CHAPTER 1
INTRODUCTION
Terms of reference
1.1
On 18 September 2008 the Senate referred the following matter to the
Community Affairs Committee for inquiry and report by the last sitting day in
March 2009.[1]
This date was subsequently extended till 25 June 2009.
Progress with the implementation of the recommendations in
the reports by the Community Affairs References Committee, Lost Innocents:
Righting the Record, a report on child migration tabled in August 2001, and
Forgotten Australians, a report on Australians who experienced
institutional or out-of-home care as children tabled in August 2004.[2]
Conduct of the inquiry
1.2
The Committee's inquiry was focussed on the implementation of the
recommendations from the earlier reports. The terms of reference did not
provide scope for the Committee to undertake or reopen the broad range of
issues that were covered in the earlier reports.
1.3
The inquiry was advertised in the Australian and on the Internet.
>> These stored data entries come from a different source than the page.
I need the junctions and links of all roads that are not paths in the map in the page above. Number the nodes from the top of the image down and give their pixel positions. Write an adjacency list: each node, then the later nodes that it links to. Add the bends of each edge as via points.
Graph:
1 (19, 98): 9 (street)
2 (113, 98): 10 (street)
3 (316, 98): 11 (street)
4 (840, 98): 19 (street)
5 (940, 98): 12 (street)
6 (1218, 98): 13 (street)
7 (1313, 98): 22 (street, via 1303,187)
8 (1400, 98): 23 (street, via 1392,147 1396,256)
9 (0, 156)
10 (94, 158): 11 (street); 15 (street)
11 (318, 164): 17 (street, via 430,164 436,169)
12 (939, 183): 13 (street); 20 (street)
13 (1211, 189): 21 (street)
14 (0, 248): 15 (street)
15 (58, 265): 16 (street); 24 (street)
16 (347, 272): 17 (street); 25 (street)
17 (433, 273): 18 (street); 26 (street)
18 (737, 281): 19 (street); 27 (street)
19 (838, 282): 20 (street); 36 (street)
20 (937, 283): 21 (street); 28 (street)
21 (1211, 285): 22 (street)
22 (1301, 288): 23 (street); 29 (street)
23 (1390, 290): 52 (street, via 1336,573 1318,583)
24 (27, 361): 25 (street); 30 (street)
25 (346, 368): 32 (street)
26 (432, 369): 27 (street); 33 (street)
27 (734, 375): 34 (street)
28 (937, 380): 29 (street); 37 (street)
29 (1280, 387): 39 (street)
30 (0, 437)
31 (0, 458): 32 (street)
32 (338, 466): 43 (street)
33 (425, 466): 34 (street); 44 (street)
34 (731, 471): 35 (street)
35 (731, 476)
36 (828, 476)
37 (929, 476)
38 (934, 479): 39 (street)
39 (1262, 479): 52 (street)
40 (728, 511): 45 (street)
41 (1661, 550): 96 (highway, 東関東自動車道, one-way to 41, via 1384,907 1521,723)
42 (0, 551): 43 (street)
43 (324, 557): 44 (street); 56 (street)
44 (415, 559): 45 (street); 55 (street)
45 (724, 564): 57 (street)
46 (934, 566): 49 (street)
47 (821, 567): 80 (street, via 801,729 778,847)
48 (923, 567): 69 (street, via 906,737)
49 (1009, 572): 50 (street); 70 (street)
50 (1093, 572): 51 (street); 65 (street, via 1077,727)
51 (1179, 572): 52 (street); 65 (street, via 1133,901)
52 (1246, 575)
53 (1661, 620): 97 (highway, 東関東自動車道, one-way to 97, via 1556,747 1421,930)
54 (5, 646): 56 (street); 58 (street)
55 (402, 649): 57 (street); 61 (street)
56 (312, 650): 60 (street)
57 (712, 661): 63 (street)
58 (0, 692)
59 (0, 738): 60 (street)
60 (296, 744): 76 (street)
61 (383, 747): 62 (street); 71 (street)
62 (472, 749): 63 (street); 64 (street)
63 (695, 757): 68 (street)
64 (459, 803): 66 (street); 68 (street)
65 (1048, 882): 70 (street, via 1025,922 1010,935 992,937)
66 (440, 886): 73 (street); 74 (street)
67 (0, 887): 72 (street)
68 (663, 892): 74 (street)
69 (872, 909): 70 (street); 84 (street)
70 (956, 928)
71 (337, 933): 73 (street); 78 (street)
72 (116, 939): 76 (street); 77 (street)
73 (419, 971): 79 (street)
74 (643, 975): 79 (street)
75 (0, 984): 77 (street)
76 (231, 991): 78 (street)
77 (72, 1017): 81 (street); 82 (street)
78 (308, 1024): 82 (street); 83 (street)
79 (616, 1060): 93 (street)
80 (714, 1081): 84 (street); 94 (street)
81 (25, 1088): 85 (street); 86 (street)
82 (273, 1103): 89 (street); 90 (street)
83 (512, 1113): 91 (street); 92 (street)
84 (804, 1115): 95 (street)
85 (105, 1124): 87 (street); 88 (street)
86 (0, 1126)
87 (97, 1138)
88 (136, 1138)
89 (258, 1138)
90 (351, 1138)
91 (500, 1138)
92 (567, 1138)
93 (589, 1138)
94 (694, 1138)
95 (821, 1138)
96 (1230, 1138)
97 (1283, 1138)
The Committee invited submissions from Commonwealth, State and Territory governments
and interested organisations and individuals.
1.4
The Committee received 64 public submissions and 13 confidential
submissions. A list of individuals and organisations that made a public submission
or provided other information that was authorised for publication by the
Committee is at Appendix 1.
1.5
The Committee held five days of public hearings in Melbourne (30 March
2009); Perth (31 March); Brisbane (6 April); Sydney (7 April) and Canberra (8 April).
Evidence was also taken by teleconference from Tasmania and South Australia.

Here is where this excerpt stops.